First two days we went around the city and visited the commonly accepted tourist spots like the Company flower garden, Kempty falls, Jawahar Aquarium near the cable-car station etc. We went around walking in the hills and had momos. Also played few roadside games. We were happy to take the ropeway down the Kempty falls and enjoyed boating on the beautiful lake below the fall.
Our objective of the trip however was to meet “the King” of Mussoorie, writer Ruskin Bond. Ruskin Bond is an Indian author of British descent. He is presently staying in a place called Landour near Mussoorie with his extended family. It was his 78th birthday on May 19, 2012. And we were planning to gift him an Assamese ‘gamocha’ along with few other gifts. But it seemed he was very busy and it was quite difficult for us to reach him over the phone. Ultimately, after like ten calls, he gave us an appointment and both me and my wife were shouting with joy.
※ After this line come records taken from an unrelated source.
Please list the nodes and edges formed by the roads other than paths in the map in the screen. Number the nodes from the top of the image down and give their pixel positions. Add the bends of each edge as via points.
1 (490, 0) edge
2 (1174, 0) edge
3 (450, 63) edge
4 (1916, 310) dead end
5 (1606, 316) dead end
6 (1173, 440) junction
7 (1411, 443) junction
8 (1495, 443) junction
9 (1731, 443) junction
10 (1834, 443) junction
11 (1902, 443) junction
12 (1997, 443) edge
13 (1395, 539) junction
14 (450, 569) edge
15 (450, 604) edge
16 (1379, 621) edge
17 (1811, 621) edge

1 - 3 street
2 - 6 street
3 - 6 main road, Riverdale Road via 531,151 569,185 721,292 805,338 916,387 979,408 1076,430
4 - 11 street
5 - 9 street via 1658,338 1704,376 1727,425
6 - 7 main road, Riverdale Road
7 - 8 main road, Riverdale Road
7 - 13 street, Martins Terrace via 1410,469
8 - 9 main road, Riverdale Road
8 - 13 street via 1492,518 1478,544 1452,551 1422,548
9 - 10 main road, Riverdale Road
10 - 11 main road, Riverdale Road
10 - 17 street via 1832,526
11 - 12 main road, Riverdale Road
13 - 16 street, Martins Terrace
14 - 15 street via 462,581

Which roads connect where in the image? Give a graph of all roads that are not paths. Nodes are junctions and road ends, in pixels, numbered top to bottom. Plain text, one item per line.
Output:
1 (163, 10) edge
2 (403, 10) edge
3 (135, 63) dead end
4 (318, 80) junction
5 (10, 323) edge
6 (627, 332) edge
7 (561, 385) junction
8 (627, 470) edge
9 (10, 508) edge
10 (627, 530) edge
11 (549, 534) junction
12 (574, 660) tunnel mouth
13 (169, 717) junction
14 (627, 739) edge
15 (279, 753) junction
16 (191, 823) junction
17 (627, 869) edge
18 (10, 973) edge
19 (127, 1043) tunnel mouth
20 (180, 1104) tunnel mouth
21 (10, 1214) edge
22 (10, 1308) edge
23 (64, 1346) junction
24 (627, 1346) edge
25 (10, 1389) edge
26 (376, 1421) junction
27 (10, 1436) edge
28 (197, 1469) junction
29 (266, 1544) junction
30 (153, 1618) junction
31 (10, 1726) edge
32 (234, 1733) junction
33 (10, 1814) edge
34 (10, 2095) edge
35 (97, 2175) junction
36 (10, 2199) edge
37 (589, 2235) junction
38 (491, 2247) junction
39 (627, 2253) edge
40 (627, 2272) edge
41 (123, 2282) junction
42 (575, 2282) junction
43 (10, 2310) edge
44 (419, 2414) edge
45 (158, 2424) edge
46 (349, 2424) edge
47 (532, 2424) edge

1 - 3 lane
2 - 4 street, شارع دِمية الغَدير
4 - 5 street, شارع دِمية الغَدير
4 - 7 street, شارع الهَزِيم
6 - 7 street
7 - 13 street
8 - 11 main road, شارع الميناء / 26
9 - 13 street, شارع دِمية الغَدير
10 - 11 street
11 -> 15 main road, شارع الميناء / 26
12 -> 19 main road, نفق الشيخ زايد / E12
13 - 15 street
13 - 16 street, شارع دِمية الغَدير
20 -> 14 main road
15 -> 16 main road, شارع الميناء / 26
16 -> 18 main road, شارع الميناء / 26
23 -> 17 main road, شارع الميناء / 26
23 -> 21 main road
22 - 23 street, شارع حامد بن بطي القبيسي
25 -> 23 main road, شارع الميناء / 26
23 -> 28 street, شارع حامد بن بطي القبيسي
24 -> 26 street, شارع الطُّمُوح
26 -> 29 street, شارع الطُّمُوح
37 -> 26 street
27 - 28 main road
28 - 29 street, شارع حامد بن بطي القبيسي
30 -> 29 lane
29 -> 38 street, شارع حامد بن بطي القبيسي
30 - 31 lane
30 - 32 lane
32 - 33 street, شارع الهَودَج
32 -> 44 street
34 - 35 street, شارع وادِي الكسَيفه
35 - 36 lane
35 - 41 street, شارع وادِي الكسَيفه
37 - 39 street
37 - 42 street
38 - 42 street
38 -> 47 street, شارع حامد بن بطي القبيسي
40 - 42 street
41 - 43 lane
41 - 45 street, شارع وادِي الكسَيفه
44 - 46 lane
We can never forget the day we stood in front of this great prolific writer. Both me and my wife are huge fans of Mr. Bond. It’s very rare that a person gets a chance to meet his childhood idol in his lifetime, if that idol is a celebrity like Ruskin Bond. He has written hundreds of stories and novels and most of the Indian people are well acquainted with his books.
The meet was short but impactful. We talked about different things. When he came to know that I run a music school, he seemed quite happy and he mentioned that he always wanted to learn the piano. He also said that if time permits, he would love to take a few lessons in the future. We asked him to sign few of his books and he lovingly signed them by confessing that none of his ghost stories are actually true.
The spellbinding hills of Mussoorie (also known as Queen of the hills) will attract anyone strongly. The place is beautifully set amongst forests of Pine and Oak trees. Though we had a plan of staying three days in Mussoorie and one day in Dehradun, we ended up staying for all four days in Mussoorie. The second day, as we climbed one of the hills, we came across a big house like palace. We went in and came to know that it was the Kasmanda Palace.
Kasmanda Palace is one of the oldest buildings of Mussoorie built in 1836 by Captain Rennie Tailour of the Bengal Engineers. It afterwards became a sanatarium for the British forces. In 1915, the palace became the summer retreat of the royal family of Kasmanda of Sitapur District. Now, the Kasmanda Palace is a royal Himalayan resort.
The building of Kasmanda palace was built in the Anglow-French style overlooking a gallant view of the Doon Valley. We were given a royal suite for two nights and we found out after entering our room that the air of gracious elegance was still remained. The palace was quiet and it had lots of trees around. The service was resplendent. Wherever we looked, there were friendly faces. The food was both traditional and cosmopolitan. We ended up having a jolly time in the Kasmanda Palace.
This time, the flight back to Bangalore was full of events. We already had a booking at the Kingfisher flights. The flight was via Delhi again but Dehradun to Delhi flight got delayed by two hrs. For just five minutes, we missed the Delhi to Bangalore flight. There was one more girl with us and all three of us got stuck in Delhi. Luckily we met a Kingfisher official named Fahmeen who arranged for our stay in a small hotel in Delhi and booked three tickets in the early morning flight next day. So another day in old Delhi and we were back to our pavilion the next day.
There were times when we lost our luggage and had to face few awkward people in Delhi, but the presence of Mussoorie in our minds cleansed all our worries and evil thoughts. Looking forward to visit the Queen, the King and the Palace one fine day again.